Your assignment ->
Return, exactly and in full, the lines of the records below starting at the one with "Bounding boxes for all labels, symbols and controls, the" and ending at the one with "Localize all labels, markers", and no other lines.

===== Data to examine

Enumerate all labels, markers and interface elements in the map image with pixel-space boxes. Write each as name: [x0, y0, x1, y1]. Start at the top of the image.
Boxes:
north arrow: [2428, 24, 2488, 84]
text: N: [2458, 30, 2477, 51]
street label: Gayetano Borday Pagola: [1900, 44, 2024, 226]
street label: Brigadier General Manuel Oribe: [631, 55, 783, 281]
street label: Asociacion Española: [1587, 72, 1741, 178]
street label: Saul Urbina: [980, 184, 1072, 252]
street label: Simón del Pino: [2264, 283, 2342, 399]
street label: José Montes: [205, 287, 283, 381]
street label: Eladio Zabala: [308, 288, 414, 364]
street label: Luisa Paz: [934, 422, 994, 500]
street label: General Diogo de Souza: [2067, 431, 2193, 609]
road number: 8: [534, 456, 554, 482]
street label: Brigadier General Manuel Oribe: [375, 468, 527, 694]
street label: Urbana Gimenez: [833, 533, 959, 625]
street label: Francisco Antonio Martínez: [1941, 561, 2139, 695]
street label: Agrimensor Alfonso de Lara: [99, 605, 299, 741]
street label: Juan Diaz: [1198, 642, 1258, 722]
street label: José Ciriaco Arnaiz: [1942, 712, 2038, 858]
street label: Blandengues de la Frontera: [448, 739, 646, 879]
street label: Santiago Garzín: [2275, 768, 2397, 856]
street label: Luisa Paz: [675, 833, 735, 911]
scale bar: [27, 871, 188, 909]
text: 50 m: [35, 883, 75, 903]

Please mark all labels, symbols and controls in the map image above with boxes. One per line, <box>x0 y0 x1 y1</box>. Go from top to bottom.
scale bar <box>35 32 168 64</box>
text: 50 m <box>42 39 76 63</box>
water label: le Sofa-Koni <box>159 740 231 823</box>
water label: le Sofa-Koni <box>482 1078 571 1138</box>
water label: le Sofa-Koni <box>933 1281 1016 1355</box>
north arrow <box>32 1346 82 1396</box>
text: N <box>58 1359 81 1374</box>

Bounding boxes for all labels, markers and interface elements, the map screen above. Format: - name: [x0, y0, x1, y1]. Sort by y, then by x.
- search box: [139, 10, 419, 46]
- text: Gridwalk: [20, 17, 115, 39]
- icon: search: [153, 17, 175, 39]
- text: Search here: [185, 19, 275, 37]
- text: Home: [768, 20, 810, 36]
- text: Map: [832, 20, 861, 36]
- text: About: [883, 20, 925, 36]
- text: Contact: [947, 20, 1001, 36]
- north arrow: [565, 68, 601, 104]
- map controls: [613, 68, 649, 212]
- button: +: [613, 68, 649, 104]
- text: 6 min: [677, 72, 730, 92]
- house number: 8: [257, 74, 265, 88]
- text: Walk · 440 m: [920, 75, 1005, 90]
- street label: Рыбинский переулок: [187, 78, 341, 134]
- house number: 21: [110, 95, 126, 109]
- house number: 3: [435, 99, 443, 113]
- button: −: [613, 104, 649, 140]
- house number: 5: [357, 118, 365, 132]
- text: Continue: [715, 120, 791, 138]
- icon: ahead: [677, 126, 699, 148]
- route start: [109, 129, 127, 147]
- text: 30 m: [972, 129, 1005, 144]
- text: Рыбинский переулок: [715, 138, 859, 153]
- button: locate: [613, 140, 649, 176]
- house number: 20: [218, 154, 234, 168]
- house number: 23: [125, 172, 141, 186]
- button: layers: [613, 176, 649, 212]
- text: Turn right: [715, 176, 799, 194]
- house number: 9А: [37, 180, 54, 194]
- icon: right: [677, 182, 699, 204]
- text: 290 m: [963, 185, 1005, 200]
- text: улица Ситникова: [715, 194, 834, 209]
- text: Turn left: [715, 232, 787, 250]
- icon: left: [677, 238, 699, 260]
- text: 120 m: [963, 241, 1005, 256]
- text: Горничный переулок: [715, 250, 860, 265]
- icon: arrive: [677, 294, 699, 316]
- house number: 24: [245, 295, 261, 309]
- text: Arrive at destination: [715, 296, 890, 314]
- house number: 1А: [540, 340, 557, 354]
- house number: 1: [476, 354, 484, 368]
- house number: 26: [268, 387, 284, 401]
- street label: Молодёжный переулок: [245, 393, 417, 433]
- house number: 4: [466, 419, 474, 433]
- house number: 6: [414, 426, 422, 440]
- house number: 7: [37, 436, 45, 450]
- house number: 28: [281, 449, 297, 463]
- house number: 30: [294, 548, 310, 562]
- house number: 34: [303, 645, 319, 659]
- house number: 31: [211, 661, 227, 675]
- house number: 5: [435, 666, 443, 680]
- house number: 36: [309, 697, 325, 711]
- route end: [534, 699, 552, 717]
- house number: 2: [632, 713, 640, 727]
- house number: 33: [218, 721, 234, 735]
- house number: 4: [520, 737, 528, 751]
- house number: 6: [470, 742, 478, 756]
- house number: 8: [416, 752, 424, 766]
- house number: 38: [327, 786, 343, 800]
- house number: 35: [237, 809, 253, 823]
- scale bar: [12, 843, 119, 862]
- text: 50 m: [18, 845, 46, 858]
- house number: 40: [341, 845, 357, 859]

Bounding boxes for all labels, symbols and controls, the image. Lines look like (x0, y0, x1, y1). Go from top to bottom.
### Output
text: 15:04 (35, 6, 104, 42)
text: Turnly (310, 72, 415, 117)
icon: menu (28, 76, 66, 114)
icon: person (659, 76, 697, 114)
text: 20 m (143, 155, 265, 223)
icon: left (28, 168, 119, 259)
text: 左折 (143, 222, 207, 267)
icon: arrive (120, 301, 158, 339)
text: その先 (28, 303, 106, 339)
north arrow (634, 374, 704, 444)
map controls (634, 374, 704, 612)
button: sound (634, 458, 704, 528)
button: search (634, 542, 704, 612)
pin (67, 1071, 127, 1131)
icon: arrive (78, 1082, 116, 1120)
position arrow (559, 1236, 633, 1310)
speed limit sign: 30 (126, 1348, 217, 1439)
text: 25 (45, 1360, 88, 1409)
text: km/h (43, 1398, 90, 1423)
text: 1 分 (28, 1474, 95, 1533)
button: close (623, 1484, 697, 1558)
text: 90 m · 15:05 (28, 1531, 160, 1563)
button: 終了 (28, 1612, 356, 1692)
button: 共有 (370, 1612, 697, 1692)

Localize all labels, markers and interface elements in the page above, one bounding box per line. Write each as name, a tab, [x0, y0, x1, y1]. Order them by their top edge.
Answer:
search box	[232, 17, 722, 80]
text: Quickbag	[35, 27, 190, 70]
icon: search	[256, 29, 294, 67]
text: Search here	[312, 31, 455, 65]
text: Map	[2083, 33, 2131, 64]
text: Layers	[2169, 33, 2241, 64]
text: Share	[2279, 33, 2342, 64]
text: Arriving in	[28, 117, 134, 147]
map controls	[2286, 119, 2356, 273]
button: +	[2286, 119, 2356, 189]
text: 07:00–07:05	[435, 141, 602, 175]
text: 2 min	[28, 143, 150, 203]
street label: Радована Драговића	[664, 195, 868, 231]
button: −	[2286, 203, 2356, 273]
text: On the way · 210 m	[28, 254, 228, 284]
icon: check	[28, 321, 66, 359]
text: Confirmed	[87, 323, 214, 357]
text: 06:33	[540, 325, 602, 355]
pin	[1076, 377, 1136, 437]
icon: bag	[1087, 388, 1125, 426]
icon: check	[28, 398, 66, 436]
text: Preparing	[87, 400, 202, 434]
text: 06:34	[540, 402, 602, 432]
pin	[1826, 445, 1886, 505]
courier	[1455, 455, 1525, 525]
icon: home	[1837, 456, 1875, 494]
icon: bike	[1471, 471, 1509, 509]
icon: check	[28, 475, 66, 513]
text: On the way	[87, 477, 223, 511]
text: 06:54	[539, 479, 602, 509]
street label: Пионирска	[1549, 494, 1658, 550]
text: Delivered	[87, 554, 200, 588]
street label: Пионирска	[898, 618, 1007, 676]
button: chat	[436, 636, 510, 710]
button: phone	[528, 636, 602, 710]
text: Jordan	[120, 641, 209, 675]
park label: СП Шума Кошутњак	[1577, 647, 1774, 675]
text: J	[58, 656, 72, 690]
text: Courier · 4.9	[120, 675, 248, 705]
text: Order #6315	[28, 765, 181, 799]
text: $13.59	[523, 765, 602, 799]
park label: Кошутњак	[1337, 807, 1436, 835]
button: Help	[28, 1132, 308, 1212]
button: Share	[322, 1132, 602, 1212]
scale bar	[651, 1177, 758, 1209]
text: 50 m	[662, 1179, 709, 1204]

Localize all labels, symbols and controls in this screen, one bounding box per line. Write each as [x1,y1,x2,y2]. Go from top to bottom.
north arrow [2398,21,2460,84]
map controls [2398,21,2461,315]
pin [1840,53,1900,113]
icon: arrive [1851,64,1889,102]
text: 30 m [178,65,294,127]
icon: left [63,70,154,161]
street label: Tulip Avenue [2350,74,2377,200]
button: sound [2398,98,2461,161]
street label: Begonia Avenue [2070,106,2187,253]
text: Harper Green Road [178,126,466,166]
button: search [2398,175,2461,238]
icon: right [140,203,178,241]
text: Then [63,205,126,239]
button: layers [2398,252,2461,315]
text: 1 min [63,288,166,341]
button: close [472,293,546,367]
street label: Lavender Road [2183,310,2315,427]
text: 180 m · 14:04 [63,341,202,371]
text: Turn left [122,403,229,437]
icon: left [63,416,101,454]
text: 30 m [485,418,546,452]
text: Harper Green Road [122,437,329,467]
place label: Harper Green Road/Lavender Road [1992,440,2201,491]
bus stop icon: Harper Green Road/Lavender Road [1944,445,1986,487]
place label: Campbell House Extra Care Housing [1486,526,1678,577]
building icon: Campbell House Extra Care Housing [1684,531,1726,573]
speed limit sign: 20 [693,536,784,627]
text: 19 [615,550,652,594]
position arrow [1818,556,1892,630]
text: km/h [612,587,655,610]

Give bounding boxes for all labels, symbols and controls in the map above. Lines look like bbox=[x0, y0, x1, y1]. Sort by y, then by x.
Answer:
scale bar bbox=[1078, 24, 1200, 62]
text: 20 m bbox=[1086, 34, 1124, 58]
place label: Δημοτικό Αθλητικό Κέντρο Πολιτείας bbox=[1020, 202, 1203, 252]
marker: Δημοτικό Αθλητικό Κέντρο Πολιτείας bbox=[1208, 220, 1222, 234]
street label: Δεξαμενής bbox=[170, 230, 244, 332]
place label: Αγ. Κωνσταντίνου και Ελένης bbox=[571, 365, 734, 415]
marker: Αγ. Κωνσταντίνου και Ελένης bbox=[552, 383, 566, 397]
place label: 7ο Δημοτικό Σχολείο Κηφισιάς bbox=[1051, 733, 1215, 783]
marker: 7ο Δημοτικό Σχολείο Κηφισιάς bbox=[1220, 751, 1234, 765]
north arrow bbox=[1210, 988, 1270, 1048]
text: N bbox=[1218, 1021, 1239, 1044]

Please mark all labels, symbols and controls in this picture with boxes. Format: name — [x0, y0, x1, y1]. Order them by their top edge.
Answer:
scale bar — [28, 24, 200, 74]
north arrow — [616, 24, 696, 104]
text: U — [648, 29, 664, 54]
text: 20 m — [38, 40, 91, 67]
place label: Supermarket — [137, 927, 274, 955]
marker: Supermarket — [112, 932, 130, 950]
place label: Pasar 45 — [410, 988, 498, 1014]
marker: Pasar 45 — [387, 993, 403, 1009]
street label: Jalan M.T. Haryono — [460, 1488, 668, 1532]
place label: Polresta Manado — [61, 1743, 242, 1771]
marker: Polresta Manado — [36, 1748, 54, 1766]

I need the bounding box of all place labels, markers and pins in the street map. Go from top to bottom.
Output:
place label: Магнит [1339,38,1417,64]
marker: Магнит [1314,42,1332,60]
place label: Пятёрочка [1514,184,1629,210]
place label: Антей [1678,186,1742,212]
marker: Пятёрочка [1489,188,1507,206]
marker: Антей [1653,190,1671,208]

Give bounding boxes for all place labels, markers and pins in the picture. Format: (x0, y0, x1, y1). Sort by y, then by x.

==========

Written reply ->
Bounding boxes for all labels, symbols and controls, the image. Lines look like (x0, y0, x1, y1). Go from top to bottom.
### Output
text: 15:04 (35, 6, 104, 42)
text: Turnly (310, 72, 415, 117)
icon: menu (28, 76, 66, 114)
icon: person (659, 76, 697, 114)
text: 20 m (143, 155, 265, 223)
icon: left (28, 168, 119, 259)
text: 左折 (143, 222, 207, 267)
icon: arrive (120, 301, 158, 339)
text: その先 (28, 303, 106, 339)
north arrow (634, 374, 704, 444)
map controls (634, 374, 704, 612)
button: sound (634, 458, 704, 528)
button: search (634, 542, 704, 612)
pin (67, 1071, 127, 1131)
icon: arrive (78, 1082, 116, 1120)
position arrow (559, 1236, 633, 1310)
speed limit sign: 30 (126, 1348, 217, 1439)
text: 25 (45, 1360, 88, 1409)
text: km/h (43, 1398, 90, 1423)
text: 1 分 (28, 1474, 95, 1533)
button: close (623, 1484, 697, 1558)
text: 90 m · 15:05 (28, 1531, 160, 1563)
button: 終了 (28, 1612, 356, 1692)
button: 共有 (370, 1612, 697, 1692)

Localize all labels, markers and interface elements in the page above, one bounding box per line. Write each as name, a tab, [x0, y0, x1, y1]. Order them by their top edge.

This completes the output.